***** Working data *****

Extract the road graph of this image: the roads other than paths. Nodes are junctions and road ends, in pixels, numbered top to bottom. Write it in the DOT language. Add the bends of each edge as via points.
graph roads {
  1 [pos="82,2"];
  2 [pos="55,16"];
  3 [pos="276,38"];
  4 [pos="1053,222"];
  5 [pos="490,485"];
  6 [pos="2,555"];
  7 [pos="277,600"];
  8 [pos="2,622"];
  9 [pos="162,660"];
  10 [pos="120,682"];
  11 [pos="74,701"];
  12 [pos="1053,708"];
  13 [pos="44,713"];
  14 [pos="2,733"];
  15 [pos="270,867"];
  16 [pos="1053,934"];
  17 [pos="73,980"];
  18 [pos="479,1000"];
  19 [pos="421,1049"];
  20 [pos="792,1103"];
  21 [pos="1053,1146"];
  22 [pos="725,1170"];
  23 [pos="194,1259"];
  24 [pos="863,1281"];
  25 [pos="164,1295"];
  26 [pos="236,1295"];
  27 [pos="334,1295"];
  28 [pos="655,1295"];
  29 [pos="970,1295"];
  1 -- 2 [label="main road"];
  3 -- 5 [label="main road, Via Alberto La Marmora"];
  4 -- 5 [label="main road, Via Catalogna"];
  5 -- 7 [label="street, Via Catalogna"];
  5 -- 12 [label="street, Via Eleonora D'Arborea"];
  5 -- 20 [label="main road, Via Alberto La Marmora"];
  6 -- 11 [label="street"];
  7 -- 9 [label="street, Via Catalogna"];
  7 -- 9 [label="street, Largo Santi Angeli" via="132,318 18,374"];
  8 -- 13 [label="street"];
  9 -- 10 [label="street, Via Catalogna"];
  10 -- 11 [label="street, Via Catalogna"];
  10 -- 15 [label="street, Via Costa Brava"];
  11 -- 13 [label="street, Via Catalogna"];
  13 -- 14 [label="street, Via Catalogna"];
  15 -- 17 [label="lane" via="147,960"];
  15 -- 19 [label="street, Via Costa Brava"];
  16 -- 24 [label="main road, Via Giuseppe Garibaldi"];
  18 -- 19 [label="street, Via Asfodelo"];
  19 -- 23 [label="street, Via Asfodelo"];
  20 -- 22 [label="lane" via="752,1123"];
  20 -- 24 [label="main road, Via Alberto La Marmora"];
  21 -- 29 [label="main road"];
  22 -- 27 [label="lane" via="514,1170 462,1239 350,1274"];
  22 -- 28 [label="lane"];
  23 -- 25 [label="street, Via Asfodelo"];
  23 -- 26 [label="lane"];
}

*****

Activity:
The full set of entries must be restated exactly, with none omitted.

Response to the exercise:
Extract the road graph of this image: the roads other than paths. Nodes are junctions and road ends, in pixels, numbered top to bottom. Write it in the DOT language. Add the bends of each edge as via points.
graph roads {
  1 [pos="82,2"];
  2 [pos="55,16"];
  3 [pos="276,38"];
  4 [pos="1053,222"];
  5 [pos="490,485"];
  6 [pos="2,555"];
  7 [pos="277,600"];
  8 [pos="2,622"];
  9 [pos="162,660"];
  10 [pos="120,682"];
  11 [pos="74,701"];
  12 [pos="1053,708"];
  13 [pos="44,713"];
  14 [pos="2,733"];
  15 [pos="270,867"];
  16 [pos="1053,934"];
  17 [pos="73,980"];
  18 [pos="479,1000"];
  19 [pos="421,1049"];
  20 [pos="792,1103"];
  21 [pos="1053,1146"];
  22 [pos="725,1170"];
  23 [pos="194,1259"];
  24 [pos="863,1281"];
  25 [pos="164,1295"];
  26 [pos="236,1295"];
  27 [pos="334,1295"];
  28 [pos="655,1295"];
  29 [pos="970,1295"];
  1 -- 2 [label="main road"];
  3 -- 5 [label="main road, Via Alberto La Marmora"];
  4 -- 5 [label="main road, Via Catalogna"];
  5 -- 7 [label="street, Via Catalogna"];
  5 -- 12 [label="street, Via Eleonora D'Arborea"];
  5 -- 20 [label="main road, Via Alberto La Marmora"];
  6 -- 11 [label="street"];
  7 -- 9 [label="street, Via Catalogna"];
  7 -- 9 [label="street, Largo Santi Angeli" via="132,318 18,374"];
  8 -- 13 [label="street"];
  9 -- 10 [label="street, Via Catalogna"];
  10 -- 11 [label="street, Via Catalogna"];
  10 -- 15 [label="street, Via Costa Brava"];
  11 -- 13 [label="street, Via Catalogna"];
  13 -- 14 [label="street, Via Catalogna"];
  15 -- 17 [label="lane" via="147,960"];
  15 -- 19 [label="street, Via Costa Brava"];
  16 -- 24 [label="main road, Via Giuseppe Garibaldi"];
  18 -- 19 [label="street, Via Asfodelo"];
  19 -- 23 [label="street, Via Asfodelo"];
  20 -- 22 [label="lane" via="752,1123"];
  20 -- 24 [label="main road, Via Alberto La Marmora"];
  21 -- 29 [label="main road"];
  22 -- 27 [label="lane" via="514,1170 462,1239 350,1274"];
  22 -- 28 [label="lane"];
  23 -- 25 [label="street, Via Asfodelo"];
  23 -- 26 [label="lane"];
}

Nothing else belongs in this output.